Instructions to follow:
What you return should match every record exactly, with the images removed.

(Records drawn from a dataset)
_ _ _ _
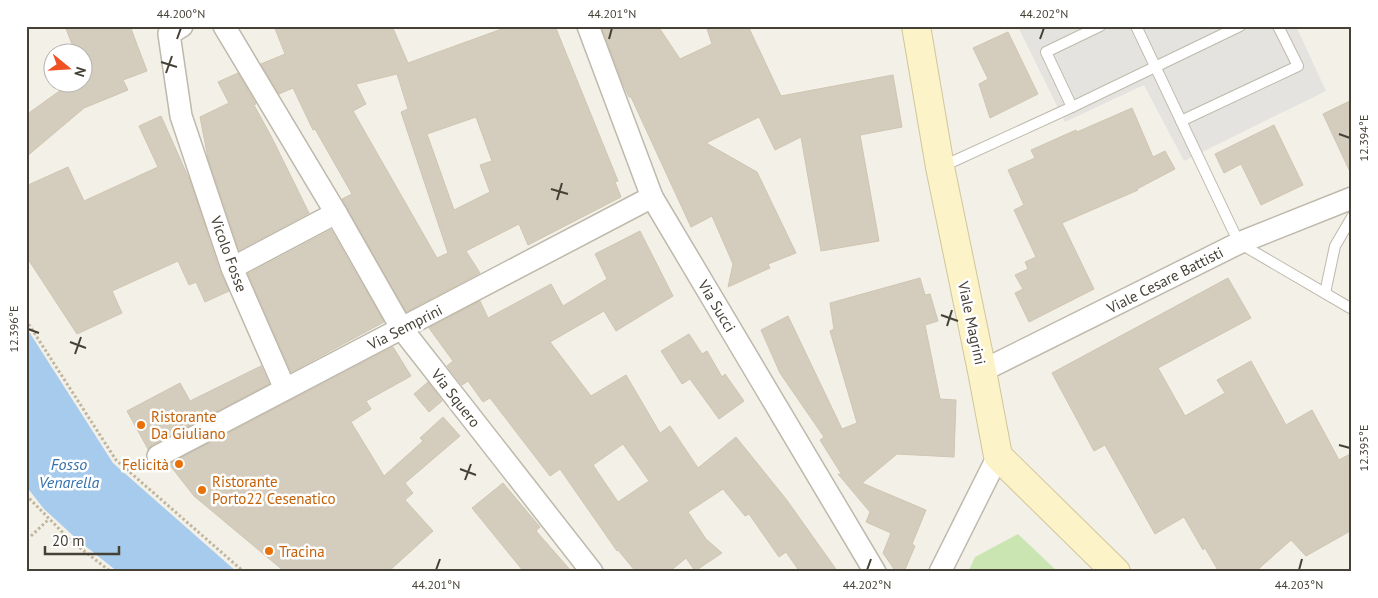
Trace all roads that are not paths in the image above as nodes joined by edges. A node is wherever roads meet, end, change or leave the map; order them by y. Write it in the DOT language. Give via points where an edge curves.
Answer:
graph roads {
  1 [pos="182,26"];
  2 [pos="224,26"];
  3 [pos="588,26"];
  4 [pos="916,26"];
  5 [pos="1100,26"];
  6 [pos="1136,26"];
  7 [pos="1240,26"];
  8 [pos="1278,26"];
  9 [pos="1155,67"];
  10 [pos="1072,107"];
  11 [pos="1181,121"];
  12 [pos="940,167"];
  13 [pos="652,197"];
  14 [pos="1352,198"];
  15 [pos="336,213"];
  16 [pos="1352,217"];
  17 [pos="1239,243"];
  18 [pos="232,268"];
  19 [pos="1325,293"];
  20 [pos="1352,309"];
  21 [pos="402,329"];
  22 [pos="982,371"];
  23 [pos="285,389"];
  24 [pos="158,456"];
  25 [pos="998,456"];
  26 [pos="592,572"];
  27 [pos="875,572"];
  28 [pos="940,572"];
  29 [pos="1116,572"];
  1 -- 18 [label="street, Vicolo Fosse" via="169,34 182,116"];
  2 -- 15 [label="street, Via Squero"];
  3 -- 13 [label="street, Via Succi"];
  4 -- 12 [label="street, Viale Magrini"];
  5 -- 10 [label="lane" via="1046,52"];
  6 -- 9 [label="lane"];
  7 -- 9 [label="lane"];
  8 -- 11 [label="lane" via="1298,66"];
  9 -- 10 [label="lane"];
  9 -- 11 [label="lane"];
  10 -- 12 [label="lane"];
  11 -- 17 [label="lane"];
  12 -- 22 [label="street, Viale Magrini"];
  13 -- 21 [label="street, Via Semprini"];
  13 -- 27 [label="street, Via Succi"];
  14 -- 17 [label="street, Viale Cesare Battisti"];
  15 -- 18 [label="street"];
  15 -- 21 [label="street, Via Squero"];
  16 -- 19 [label="lane" via="1335,246"];
  17 -- 19 [label="lane"];
  17 -- 22 [label="street, Viale Cesare Battisti"];
  18 -- 23 [label="street, Vicolo Fosse"];
  19 -- 20 [label="lane"];
  21 -- 23 [label="street, Via Semprini"];
  21 -- 26 [label="street, Via Squero"];
  22 -- 25 [label="street, Viale Magrini"];
  23 -- 24 [label="street, Via Semprini"];
  25 -- 28 [label="street"];
  25 -- 29 [label="street"];
}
_ _ _ _
Exercise response:
Trace all roads that are not paths in the image above as nodes joined by edges. A node is wherever roads meet, end, change or leave the map; order them by y. Write it in the DOT language. Give via points where an edge curves.
Answer:
graph roads {
  1 [pos="182,26"];
  2 [pos="224,26"];
  3 [pos="588,26"];
  4 [pos="916,26"];
  5 [pos="1100,26"];
  6 [pos="1136,26"];
  7 [pos="1240,26"];
  8 [pos="1278,26"];
  9 [pos="1155,67"];
  10 [pos="1072,107"];
  11 [pos="1181,121"];
  12 [pos="940,167"];
  13 [pos="652,197"];
  14 [pos="1352,198"];
  15 [pos="336,213"];
  16 [pos="1352,217"];
  17 [pos="1239,243"];
  18 [pos="232,268"];
  19 [pos="1325,293"];
  20 [pos="1352,309"];
  21 [pos="402,329"];
  22 [pos="982,371"];
  23 [pos="285,389"];
  24 [pos="158,456"];
  25 [pos="998,456"];
  26 [pos="592,572"];
  27 [pos="875,572"];
  28 [pos="940,572"];
  29 [pos="1116,572"];
  1 -- 18 [label="street, Vicolo Fosse" via="169,34 182,116"];
  2 -- 15 [label="street, Via Squero"];
  3 -- 13 [label="street, Via Succi"];
  4 -- 12 [label="street, Viale Magrini"];
  5 -- 10 [label="lane" via="1046,52"];
  6 -- 9 [label="lane"];
  7 -- 9 [label="lane"];
  8 -- 11 [label="lane" via="1298,66"];
  9 -- 10 [label="lane"];
  9 -- 11 [label="lane"];
  10 -- 12 [label="lane"];
  11 -- 17 [label="lane"];
  12 -- 22 [label="street, Viale Magrini"];
  13 -- 21 [label="street, Via Semprini"];
  13 -- 27 [label="street, Via Succi"];
  14 -- 17 [label="street, Viale Cesare Battisti"];
  15 -- 18 [label="street"];
  15 -- 21 [label="street, Via Squero"];
  16 -- 19 [label="lane" via="1335,246"];
  17 -- 19 [label="lane"];
  17 -- 22 [label="street, Viale Cesare Battisti"];
  18 -- 23 [label="street, Vicolo Fosse"];
  19 -- 20 [label="lane"];
  21 -- 23 [label="street, Via Semprini"];
  21 -- 26 [label="street, Via Squero"];
  22 -- 25 [label="street, Viale Magrini"];
  23 -- 24 [label="street, Via Semprini"];
  25 -- 28 [label="street"];
  25 -- 29 [label="street"];
}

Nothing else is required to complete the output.